● **Task to complete**:
Copy the records exactly. Include every line.

(Entries taken from a collection)
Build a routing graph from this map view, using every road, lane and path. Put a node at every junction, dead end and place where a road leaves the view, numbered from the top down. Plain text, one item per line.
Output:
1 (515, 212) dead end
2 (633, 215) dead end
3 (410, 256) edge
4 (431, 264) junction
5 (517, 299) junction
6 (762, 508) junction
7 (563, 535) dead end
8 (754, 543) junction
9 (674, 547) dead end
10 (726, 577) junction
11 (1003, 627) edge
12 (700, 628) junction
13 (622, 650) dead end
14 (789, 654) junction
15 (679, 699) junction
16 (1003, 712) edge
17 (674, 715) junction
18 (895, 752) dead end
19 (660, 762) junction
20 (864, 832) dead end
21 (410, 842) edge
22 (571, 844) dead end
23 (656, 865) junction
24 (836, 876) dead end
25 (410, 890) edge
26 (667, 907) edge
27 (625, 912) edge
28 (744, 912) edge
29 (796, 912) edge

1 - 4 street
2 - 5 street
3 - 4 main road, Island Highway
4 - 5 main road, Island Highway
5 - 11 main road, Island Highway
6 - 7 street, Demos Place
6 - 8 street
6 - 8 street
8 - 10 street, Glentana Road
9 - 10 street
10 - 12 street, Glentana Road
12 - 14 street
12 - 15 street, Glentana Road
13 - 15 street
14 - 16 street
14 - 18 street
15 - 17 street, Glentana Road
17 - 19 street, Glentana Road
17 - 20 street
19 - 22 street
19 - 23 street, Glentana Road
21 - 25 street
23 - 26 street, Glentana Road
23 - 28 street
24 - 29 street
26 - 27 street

● **Answer section**:
Build a routing graph from this map view, using every road, lane and path. Put a node at every junction, dead end and place where a road leaves the view, numbered from the top down. Plain text, one item per line.
Output:
1 (515, 212) dead end
2 (633, 215) dead end
3 (410, 256) edge
4 (431, 264) junction
5 (517, 299) junction
6 (762, 508) junction
7 (563, 535) dead end
8 (754, 543) junction
9 (674, 547) dead end
10 (726, 577) junction
11 (1003, 627) edge
12 (700, 628) junction
13 (622, 650) dead end
14 (789, 654) junction
15 (679, 699) junction
16 (1003, 712) edge
17 (674, 715) junction
18 (895, 752) dead end
19 (660, 762) junction
20 (864, 832) dead end
21 (410, 842) edge
22 (571, 844) dead end
23 (656, 865) junction
24 (836, 876) dead end
25 (410, 890) edge
26 (667, 907) edge
27 (625, 912) edge
28 (744, 912) edge
29 (796, 912) edge

1 - 4 street
2 - 5 street
3 - 4 main road, Island Highway
4 - 5 main road, Island Highway
5 - 11 main road, Island Highway
6 - 7 street, Demos Place
6 - 8 street
6 - 8 street
8 - 10 street, Glentana Road
9 - 10 street
10 - 12 street, Glentana Road
12 - 14 street
12 - 15 street, Glentana Road
13 - 15 street
14 - 16 street
14 - 18 street
15 - 17 street, Glentana Road
17 - 19 street, Glentana Road
17 - 20 street
19 - 22 street
19 - 23 street, Glentana Road
21 - 25 street
23 - 26 street, Glentana Road
23 - 28 street
24 - 29 street
26 - 27 street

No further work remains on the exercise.